WHAT THE TASK ASKS — To complete the exercise, repeat every record exactly as it stands.

##########

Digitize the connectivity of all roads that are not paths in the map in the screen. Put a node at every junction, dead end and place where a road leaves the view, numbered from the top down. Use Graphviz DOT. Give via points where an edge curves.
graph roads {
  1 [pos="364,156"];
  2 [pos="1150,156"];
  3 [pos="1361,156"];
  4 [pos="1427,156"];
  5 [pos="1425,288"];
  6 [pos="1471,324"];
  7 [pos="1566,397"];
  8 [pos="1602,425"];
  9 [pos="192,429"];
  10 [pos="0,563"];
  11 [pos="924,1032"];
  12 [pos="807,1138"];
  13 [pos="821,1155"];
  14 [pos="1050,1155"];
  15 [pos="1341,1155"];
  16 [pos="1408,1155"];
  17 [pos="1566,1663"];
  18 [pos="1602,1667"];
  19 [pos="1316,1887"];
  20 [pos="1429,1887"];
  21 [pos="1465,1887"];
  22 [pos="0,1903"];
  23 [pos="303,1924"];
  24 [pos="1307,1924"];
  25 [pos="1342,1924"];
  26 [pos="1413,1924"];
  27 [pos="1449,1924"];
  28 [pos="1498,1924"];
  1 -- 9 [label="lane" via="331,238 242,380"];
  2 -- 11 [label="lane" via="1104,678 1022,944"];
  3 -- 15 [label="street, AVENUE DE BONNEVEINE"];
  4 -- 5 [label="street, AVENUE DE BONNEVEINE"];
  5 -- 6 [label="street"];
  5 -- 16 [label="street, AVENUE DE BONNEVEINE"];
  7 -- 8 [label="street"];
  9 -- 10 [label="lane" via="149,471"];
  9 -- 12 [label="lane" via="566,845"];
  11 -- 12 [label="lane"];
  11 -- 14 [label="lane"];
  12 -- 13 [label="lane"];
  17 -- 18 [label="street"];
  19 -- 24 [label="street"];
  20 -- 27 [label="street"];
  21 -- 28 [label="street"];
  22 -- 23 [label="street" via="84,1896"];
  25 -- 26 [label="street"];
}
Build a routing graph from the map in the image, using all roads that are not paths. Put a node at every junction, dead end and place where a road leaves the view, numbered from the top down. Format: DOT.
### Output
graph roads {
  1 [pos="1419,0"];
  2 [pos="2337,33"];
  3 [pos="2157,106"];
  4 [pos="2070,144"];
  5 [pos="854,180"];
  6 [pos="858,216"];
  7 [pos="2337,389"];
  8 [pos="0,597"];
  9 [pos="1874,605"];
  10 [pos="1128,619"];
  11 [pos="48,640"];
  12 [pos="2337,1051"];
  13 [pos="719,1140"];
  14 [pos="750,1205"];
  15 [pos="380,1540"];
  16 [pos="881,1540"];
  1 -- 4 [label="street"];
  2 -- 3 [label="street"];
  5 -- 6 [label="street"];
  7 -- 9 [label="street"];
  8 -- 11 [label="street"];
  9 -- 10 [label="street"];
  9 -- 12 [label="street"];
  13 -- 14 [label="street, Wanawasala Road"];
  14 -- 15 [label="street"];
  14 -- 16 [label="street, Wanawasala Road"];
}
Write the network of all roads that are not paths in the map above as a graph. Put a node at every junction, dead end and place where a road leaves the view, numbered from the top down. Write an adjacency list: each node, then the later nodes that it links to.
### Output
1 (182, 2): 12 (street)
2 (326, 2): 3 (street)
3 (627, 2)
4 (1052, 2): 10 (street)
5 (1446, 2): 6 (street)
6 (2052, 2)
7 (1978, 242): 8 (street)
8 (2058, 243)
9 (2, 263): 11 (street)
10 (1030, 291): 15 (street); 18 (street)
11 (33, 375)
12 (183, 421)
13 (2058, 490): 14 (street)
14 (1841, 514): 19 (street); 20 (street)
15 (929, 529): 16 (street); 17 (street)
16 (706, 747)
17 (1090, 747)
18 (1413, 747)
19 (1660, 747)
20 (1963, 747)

##########

WRITTEN REPLY —
Digitize the connectivity of all roads that are not paths in the map in the screen. Put a node at every junction, dead end and place where a road leaves the view, numbered from the top down. Use Graphviz DOT. Give via points where an edge curves.
graph roads {
  1 [pos="364,156"];
  2 [pos="1150,156"];
  3 [pos="1361,156"];
  4 [pos="1427,156"];
  5 [pos="1425,288"];
  6 [pos="1471,324"];
  7 [pos="1566,397"];
  8 [pos="1602,425"];
  9 [pos="192,429"];
  10 [pos="0,563"];
  11 [pos="924,1032"];
  12 [pos="807,1138"];
  13 [pos="821,1155"];
  14 [pos="1050,1155"];
  15 [pos="1341,1155"];
  16 [pos="1408,1155"];
  17 [pos="1566,1663"];
  18 [pos="1602,1667"];
  19 [pos="1316,1887"];
  20 [pos="1429,1887"];
  21 [pos="1465,1887"];
  22 [pos="0,1903"];
  23 [pos="303,1924"];
  24 [pos="1307,1924"];
  25 [pos="1342,1924"];
  26 [pos="1413,1924"];
  27 [pos="1449,1924"];
  28 [pos="1498,1924"];
  1 -- 9 [label="lane" via="331,238 242,380"];
  2 -- 11 [label="lane" via="1104,678 1022,944"];
  3 -- 15 [label="street, AVENUE DE BONNEVEINE"];
  4 -- 5 [label="street, AVENUE DE BONNEVEINE"];
  5 -- 6 [label="street"];
  5 -- 16 [label="street, AVENUE DE BONNEVEINE"];
  7 -- 8 [label="street"];
  9 -- 10 [label="lane" via="149,471"];
  9 -- 12 [label="lane" via="566,845"];
  11 -- 12 [label="lane"];
  11 -- 14 [label="lane"];
  12 -- 13 [label="lane"];
  17 -- 18 [label="street"];
  19 -- 24 [label="street"];
  20 -- 27 [label="street"];
  21 -- 28 [label="street"];
  22 -- 23 [label="street" via="84,1896"];
  25 -- 26 [label="street"];
}
Build a routing graph from the map in the image, using all roads that are not paths. Put a node at every junction, dead end and place where a road leaves the view, numbered from the top down. Format: DOT.
### Output
graph roads {
  1 [pos="1419,0"];
  2 [pos="2337,33"];
  3 [pos="2157,106"];
  4 [pos="2070,144"];
  5 [pos="854,180"];
  6 [pos="858,216"];
  7 [pos="2337,389"];
  8 [pos="0,597"];
  9 [pos="1874,605"];
  10 [pos="1128,619"];
  11 [pos="48,640"];
  12 [pos="2337,1051"];
  13 [pos="719,1140"];
  14 [pos="750,1205"];
  15 [pos="380,1540"];
  16 [pos="881,1540"];
  1 -- 4 [label="street"];
  2 -- 3 [label="street"];
  5 -- 6 [label="street"];
  7 -- 9 [label="street"];
  8 -- 11 [label="street"];
  9 -- 10 [label="street"];
  9 -- 12 [label="street"];
  13 -- 14 [label="street, Wanawasala Road"];
  14 -- 15 [label="street"];
  14 -- 16 [label="street, Wanawasala Road"];
}
Write the network of all roads that are not paths in the map above as a graph. Put a node at every junction, dead end and place where a road leaves the view, numbered from the top down. Write an adjacency list: each node, then the later nodes that it links to.
### Output
1 (182, 2): 12 (street)
2 (326, 2): 3 (street)
3 (627, 2)
4 (1052, 2): 10 (street)
5 (1446, 2): 6 (street)
6 (2052, 2)
7 (1978, 242): 8 (street)
8 (2058, 243)
9 (2, 263): 11 (street)
10 (1030, 291): 15 (street); 18 (street)
11 (33, 375)
12 (183, 421)
13 (2058, 490): 14 (street)
14 (1841, 514): 19 (street); 20 (street)
15 (929, 529): 16 (street); 17 (street)
16 (706, 747)
17 (1090, 747)
18 (1413, 747)
19 (1660, 747)
20 (1963, 747)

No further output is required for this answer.